(Stored data entries)
───
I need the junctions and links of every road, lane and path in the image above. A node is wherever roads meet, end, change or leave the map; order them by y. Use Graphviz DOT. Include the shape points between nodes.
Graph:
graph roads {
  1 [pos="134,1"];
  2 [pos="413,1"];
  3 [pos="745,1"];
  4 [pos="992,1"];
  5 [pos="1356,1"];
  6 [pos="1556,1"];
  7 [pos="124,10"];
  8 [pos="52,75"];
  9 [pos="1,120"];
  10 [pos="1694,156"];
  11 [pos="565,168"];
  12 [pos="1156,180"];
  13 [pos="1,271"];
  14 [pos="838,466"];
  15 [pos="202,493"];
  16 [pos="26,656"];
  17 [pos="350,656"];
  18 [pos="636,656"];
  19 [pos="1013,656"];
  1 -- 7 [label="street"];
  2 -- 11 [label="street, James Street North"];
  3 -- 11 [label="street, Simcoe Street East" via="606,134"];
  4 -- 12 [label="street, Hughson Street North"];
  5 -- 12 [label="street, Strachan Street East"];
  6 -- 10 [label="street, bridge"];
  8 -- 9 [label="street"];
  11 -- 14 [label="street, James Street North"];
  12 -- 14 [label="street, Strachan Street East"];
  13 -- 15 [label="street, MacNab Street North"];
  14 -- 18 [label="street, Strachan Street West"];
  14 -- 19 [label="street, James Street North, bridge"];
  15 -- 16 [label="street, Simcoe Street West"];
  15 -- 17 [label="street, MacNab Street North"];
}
───
→ **Exercise brief**
Each record above should be set down again in its exact wording.

→ **Exercise response**
I need the junctions and links of every road, lane and path in the image above. A node is wherever roads meet, end, change or leave the map; order them by y. Use Graphviz DOT. Include the shape points between nodes.
Graph:
graph roads {
  1 [pos="134,1"];
  2 [pos="413,1"];
  3 [pos="745,1"];
  4 [pos="992,1"];
  5 [pos="1356,1"];
  6 [pos="1556,1"];
  7 [pos="124,10"];
  8 [pos="52,75"];
  9 [pos="1,120"];
  10 [pos="1694,156"];
  11 [pos="565,168"];
  12 [pos="1156,180"];
  13 [pos="1,271"];
  14 [pos="838,466"];
  15 [pos="202,493"];
  16 [pos="26,656"];
  17 [pos="350,656"];
  18 [pos="636,656"];
  19 [pos="1013,656"];
  1 -- 7 [label="street"];
  2 -- 11 [label="street, James Street North"];
  3 -- 11 [label="street, Simcoe Street East" via="606,134"];
  4 -- 12 [label="street, Hughson Street North"];
  5 -- 12 [label="street, Strachan Street East"];
  6 -- 10 [label="street, bridge"];
  8 -- 9 [label="street"];
  11 -- 14 [label="street, James Street North"];
  12 -- 14 [label="street, Strachan Street East"];
  13 -- 15 [label="street, MacNab Street North"];
  14 -- 18 [label="street, Strachan Street West"];
  14 -- 19 [label="street, James Street North, bridge"];
  15 -- 16 [label="street, Simcoe Street West"];
  15 -- 17 [label="street, MacNab Street North"];
}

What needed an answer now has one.